Acceptance of DNA Evidence in Legal Proceedings

The introduction of DNA analysis in forensic science has revolutionized the ability to identify or eliminate suspects with a level of precision that was not possible in the past. This method is especially crucial in difficult cases where the only available evidence is biological in nature, such as blood or seminal fluid.

Maternity and Paternity Identification

• Maternity identification is essential in situations involving child abandonment, infanticide, or cases where infants are mistakenly swapped.
• Paternity identification plays a vital role in sexual assault cases that result in pregnancy, regardless of whether the pregnancy is terminated or carried to term.

The forensic application of DNA began in the United Kingdom in 1985, initially in a civil immigration case before being applied in a criminal context. This pioneering work set the stage for the use of DNA analysis in forensic investigations. The technique underwent scrutiny for its forensic potential and was found to be appropriate. By 1990, DNA profiling systems became standardized, with widespread adoption in laboratories across the UK and the US. The methodology received validation in the early report by the National Academy of Sciences’ National Research Council (NRC Report I, 1992). While the UK made significant strides in utilizing DNA for forensic purposes, it is crucial to acknowledge that the technology's development was a global endeavor.

Initially, legal forums embraced DNA evidence without major issues. However, difficulties emerged regarding the statistical methodologies employed in various cases, including R. v Andrew Deen (Times Law Report 1994), R. v Denis Adams (Cr. App. R. 1996), and R. v Alan James Doheny and Gary Adams (Cr. App. R. 1997). These landmark cases played a pivotal role in establishing the protocols for presenting and accepting DNA evidence in UK courts.

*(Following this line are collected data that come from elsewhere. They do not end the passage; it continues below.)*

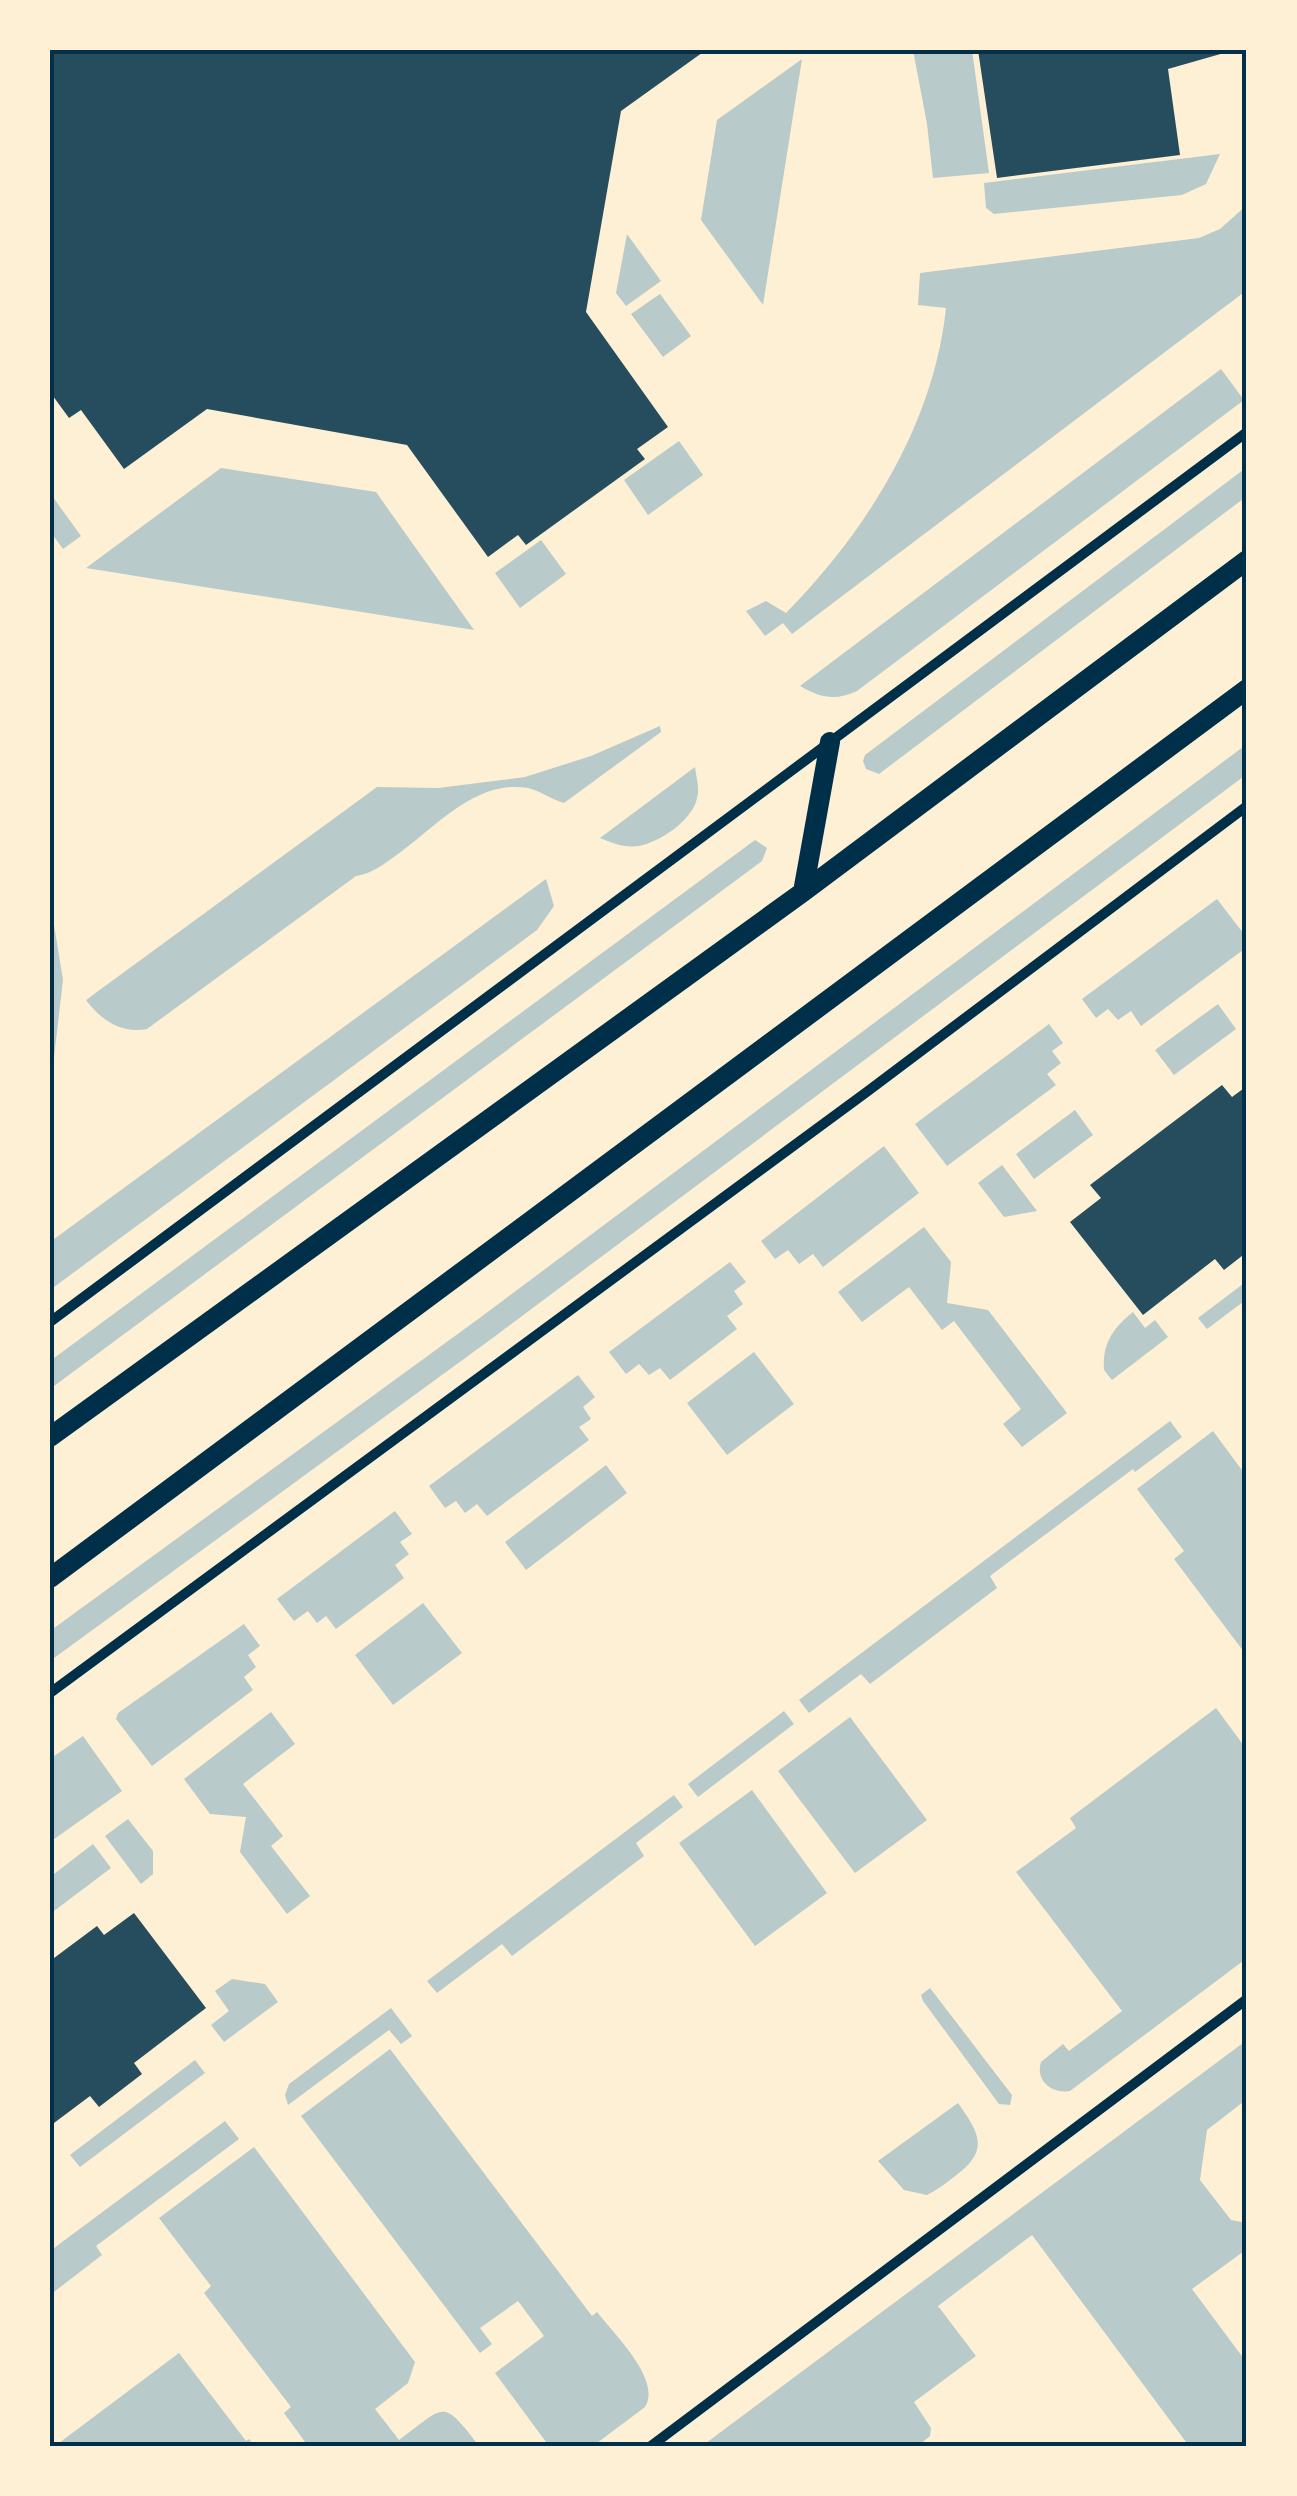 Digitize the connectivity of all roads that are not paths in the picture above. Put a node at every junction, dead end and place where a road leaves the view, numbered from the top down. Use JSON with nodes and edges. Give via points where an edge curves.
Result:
{"nodes":[{"id":1,"x":1247,"y":432,"type":"edge"},
{"id":2,"x":1247,"y":560,"type":"edge"},
{"id":3,"x":1247,"y":689,"type":"edge"},
{"id":4,"x":830,"y":742,"type":"junction"},
{"id":5,"x":1247,"y":806,"type":"edge"},
{"id":6,"x":804,"y":892,"type":"junction"},
{"id":7,"x":50,"y":1322,"type":"edge"},
{"id":8,"x":50,"y":1437,"type":"edge"},
{"id":9,"x":50,"y":1578,"type":"edge"},
{"id":10,"x":50,"y":1694,"type":"edge"},
{"id":11,"x":1247,"y":1999,"type":"edge"},
{"id":12,"x":651,"y":2446,"type":"edge"}],
"edges":[{"from":1,"to":4,"type":"street"},
{"from":2,"to":6,"type":"main road"},
{"from":3,"to":9,"type":"main road"},
{"from":4,"to":6,"type":"main road"},
{"from":4,"to":7,"type":"street"},
{"from":5,"to":10,"type":"street"},
{"from":6,"to":8,"type":"main road"},
{"from":11,"to":12,"type":"street"}]}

As DNA evidence gained traction in the UK, the Forensic Science Service (FSS) quickly integrated PCR-based technology, creating a quadruplex system utilizing four STR loci. The UK Home Office subsequently commissioned the FSS to develop a National DNA Database, which commenced in 1995 with the advanced Second Generation Multiplex system. In recent developments, the FSS has been profiling criminal cases using the 11 locus AMPFLSTR® SGM Plus™ kit from Applied Biosystems in the USA.

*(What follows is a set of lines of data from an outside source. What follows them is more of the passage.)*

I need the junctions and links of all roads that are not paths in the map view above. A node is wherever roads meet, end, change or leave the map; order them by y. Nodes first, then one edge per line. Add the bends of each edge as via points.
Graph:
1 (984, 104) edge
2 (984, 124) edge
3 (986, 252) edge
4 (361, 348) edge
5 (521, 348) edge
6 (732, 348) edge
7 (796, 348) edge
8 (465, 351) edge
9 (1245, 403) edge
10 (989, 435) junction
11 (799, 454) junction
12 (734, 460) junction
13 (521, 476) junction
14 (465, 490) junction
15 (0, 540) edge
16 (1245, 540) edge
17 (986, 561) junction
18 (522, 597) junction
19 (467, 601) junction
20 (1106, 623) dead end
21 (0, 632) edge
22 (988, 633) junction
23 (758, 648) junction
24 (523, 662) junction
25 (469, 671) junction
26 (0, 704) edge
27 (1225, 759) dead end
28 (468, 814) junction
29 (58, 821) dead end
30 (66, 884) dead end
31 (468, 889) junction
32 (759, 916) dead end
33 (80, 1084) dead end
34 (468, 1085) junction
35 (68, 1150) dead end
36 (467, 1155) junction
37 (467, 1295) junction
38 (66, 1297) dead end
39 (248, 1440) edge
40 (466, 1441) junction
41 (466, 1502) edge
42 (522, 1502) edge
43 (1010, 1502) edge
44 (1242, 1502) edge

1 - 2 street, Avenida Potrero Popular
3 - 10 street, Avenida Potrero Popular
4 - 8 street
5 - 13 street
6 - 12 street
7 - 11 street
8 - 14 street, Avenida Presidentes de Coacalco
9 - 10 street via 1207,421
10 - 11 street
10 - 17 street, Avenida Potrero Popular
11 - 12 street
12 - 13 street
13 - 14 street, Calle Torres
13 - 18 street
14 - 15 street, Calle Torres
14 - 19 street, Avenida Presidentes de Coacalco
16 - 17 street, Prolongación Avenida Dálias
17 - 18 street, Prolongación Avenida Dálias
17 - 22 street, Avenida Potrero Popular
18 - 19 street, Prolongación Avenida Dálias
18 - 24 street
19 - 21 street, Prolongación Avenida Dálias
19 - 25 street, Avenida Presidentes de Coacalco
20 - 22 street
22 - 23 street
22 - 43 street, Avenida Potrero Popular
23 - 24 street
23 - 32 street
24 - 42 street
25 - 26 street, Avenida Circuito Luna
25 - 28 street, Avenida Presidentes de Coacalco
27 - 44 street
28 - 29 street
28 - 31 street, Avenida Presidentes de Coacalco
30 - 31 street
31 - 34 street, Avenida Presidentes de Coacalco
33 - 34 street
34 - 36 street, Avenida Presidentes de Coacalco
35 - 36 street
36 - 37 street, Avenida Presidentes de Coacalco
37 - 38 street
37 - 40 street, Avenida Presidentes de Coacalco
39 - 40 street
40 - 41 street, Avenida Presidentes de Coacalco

In the United States, the passage of the DNA Identification Act of 1994 by Congress played a significant role in the acceptance of DNA evidence. This legislation enabled the FBI Director to improve DNA analysis quality through various measures, including quality assurance, the establishment of a DNA advisory board, and the creation of a national DNA databank. Consequently, the CODIS database for STRs was established in the US, comprising 13 loci, including a gender marker.

Standardization of STR Nomenclature and Technique

STR (Short Tandem Repeat) technology has become increasingly important in forensic science, necessitating the standardization of its various aspects. This standardization ensures that laboratories across different countries and regions can share and utilize data for legal and population genetics purposes.

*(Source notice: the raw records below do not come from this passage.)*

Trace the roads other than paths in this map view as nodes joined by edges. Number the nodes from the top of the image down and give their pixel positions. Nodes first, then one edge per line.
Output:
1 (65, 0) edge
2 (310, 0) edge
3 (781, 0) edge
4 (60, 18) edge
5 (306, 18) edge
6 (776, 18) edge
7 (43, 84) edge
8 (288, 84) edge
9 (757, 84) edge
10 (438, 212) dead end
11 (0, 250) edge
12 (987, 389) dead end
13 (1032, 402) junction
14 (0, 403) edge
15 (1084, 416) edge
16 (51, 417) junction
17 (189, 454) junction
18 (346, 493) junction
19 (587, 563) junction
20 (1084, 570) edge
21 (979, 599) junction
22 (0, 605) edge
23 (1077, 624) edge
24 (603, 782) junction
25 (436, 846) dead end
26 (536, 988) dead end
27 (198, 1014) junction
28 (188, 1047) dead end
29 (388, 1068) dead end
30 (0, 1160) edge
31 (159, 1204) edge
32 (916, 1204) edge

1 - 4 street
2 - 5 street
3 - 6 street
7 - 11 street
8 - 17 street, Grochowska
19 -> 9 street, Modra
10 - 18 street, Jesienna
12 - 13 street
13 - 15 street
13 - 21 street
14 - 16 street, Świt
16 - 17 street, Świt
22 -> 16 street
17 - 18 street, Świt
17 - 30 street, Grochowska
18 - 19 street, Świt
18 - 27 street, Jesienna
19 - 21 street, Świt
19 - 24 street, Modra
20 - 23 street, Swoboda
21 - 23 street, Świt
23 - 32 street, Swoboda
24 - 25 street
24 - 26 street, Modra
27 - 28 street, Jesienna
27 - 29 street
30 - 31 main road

Nomenclature is a crucial aspect of this standardization. The International Society of Forensic Genetics (ISFG) and the European DNA Profiling Group (EDNAP) established guidelines for naming alleles in STR systems. Alleles should be identified by the number of repeats they contain. In cases of incomplete motifs or complex repeats, these should be represented by the number of complete repeats, followed by a decimal point and the number of bases in the incomplete motif.

STR Classes

STRs are classified into various classes based on the arrangement of the repeat region in the alleles of a specific system. The classes include:

• Simple
• Simple with non-consensus alleles
• Compound
• Complex
• Complex hypervariable systems

The resolution of STRs is further enhanced by:

• Fluorescent technology
• Using sequenced allelic ladders to designate alleles
• Employing standard multiplex sets of STRs

These standardization efforts by the forensic community significantly boost the confidence of both the scientific and legal communities in STR technology. The ISFG and the European Network of Forensic Science Institutes play a vital role in these efforts through regular inter-laboratory exercises and by publishing recommendations.

Population Genetics

Forensic identification using DNA markers relies on accurate estimates of how frequently these markers occur in specific populations. Since obtaining exact figures is impractical due to the large number of individuals, a sample of the population is assessed to estimate these frequencies for practical use. These frequencies are then stored in a database, with a recommendation to include at least 100 profiles to represent all regional populations.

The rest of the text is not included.